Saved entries
= = =
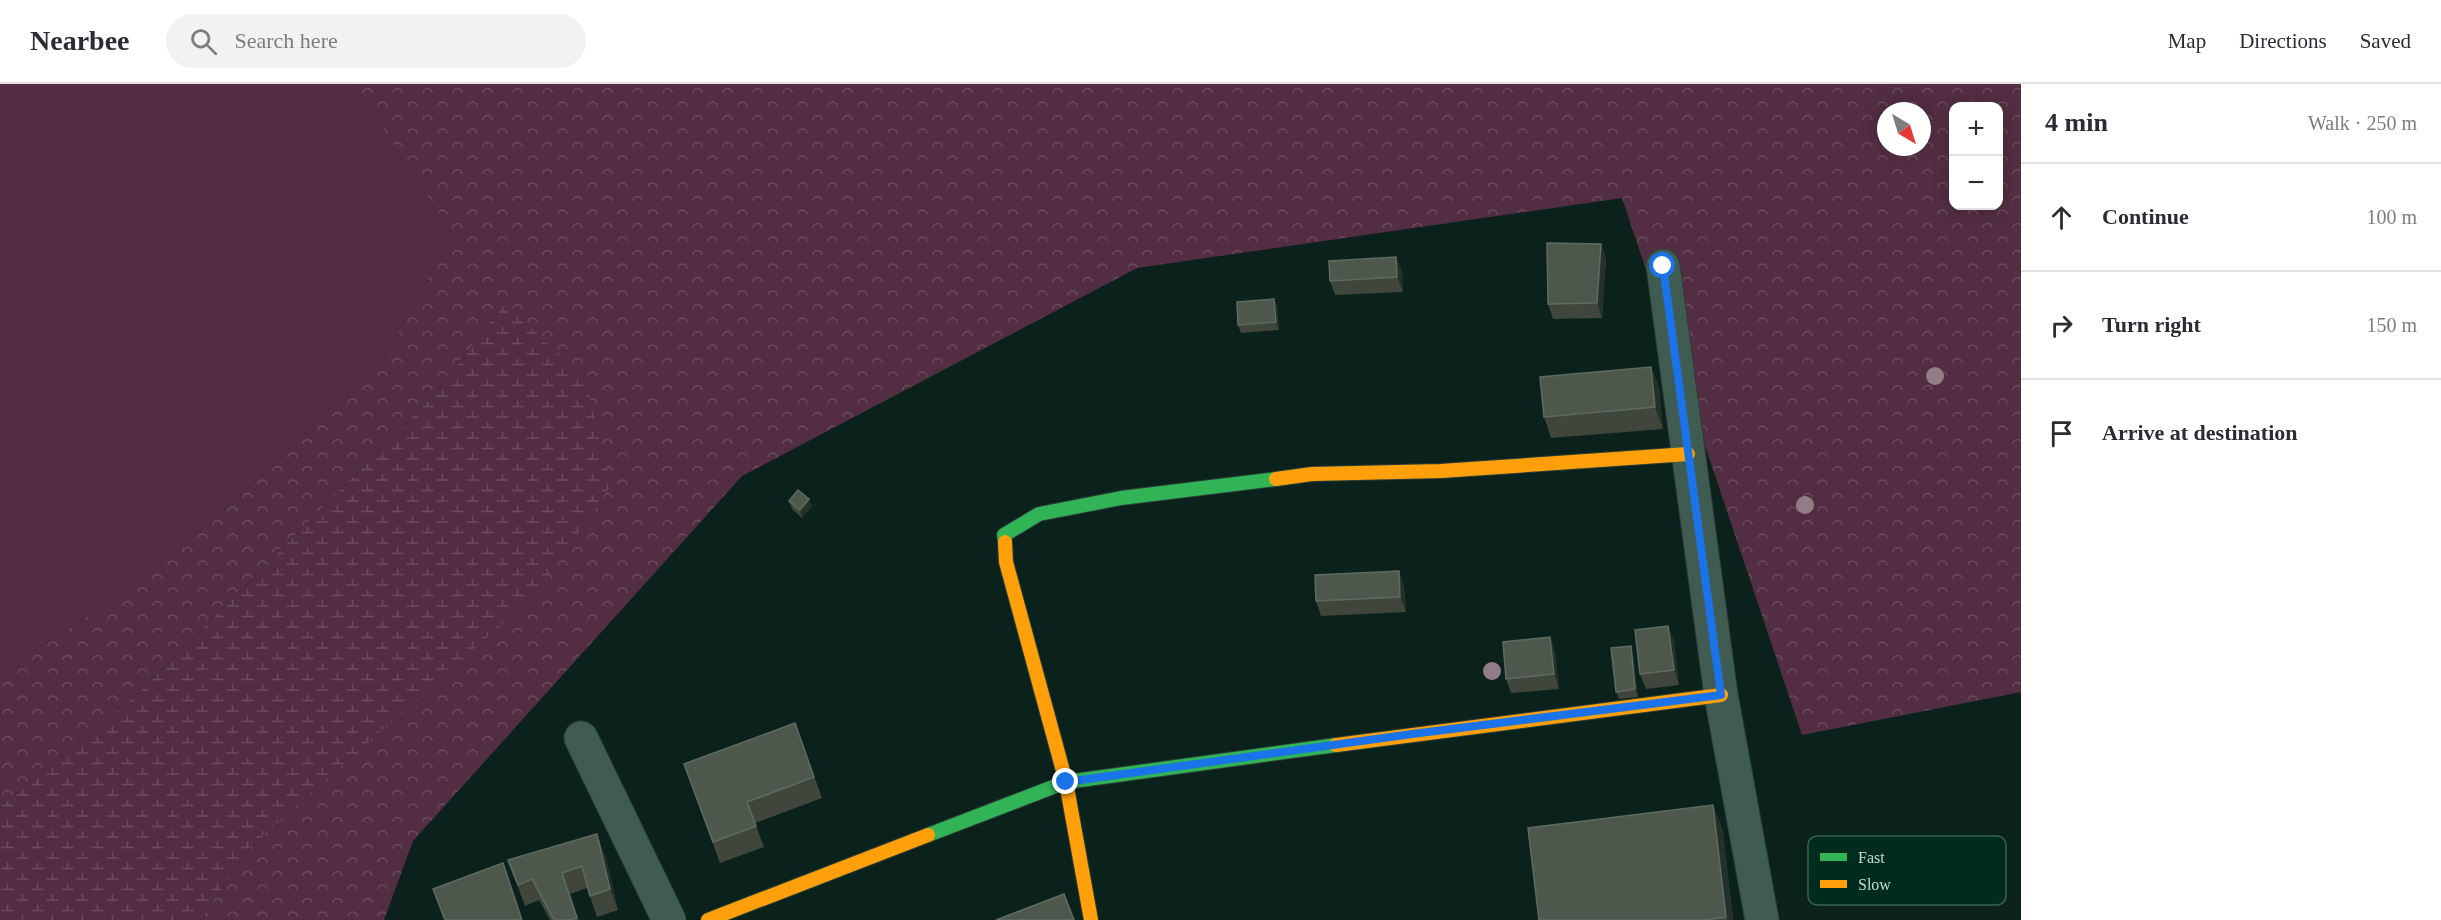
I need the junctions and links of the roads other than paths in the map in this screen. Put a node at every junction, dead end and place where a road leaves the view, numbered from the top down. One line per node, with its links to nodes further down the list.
1 (1663, 266): 2 (street)
2 (1688, 454): 3 (street); 5 (street)
3 (1721, 695): 5 (street); 9 (street)
4 (581, 738): 6 (street)
5 (1066, 782): 7 (street); 8 (street)
6 (669, 920)
7 (708, 920)
8 (1091, 920)
9 (1762, 920)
= = =
WORK INSTRUCTION:
An exact retyping of each record, with no pictures, is the answer required.

WRITTEN SOLUTION:
I need the junctions and links of the roads other than paths in the map in this screen. Put a node at every junction, dead end and place where a road leaves the view, numbered from the top down. One line per node, with its links to nodes further down the list.
1 (1663, 266): 2 (street)
2 (1688, 454): 3 (street); 5 (street)
3 (1721, 695): 5 (street); 9 (street)
4 (581, 738): 6 (street)
5 (1066, 782): 7 (street); 8 (street)
6 (669, 920)
7 (708, 920)
8 (1091, 920)
9 (1762, 920)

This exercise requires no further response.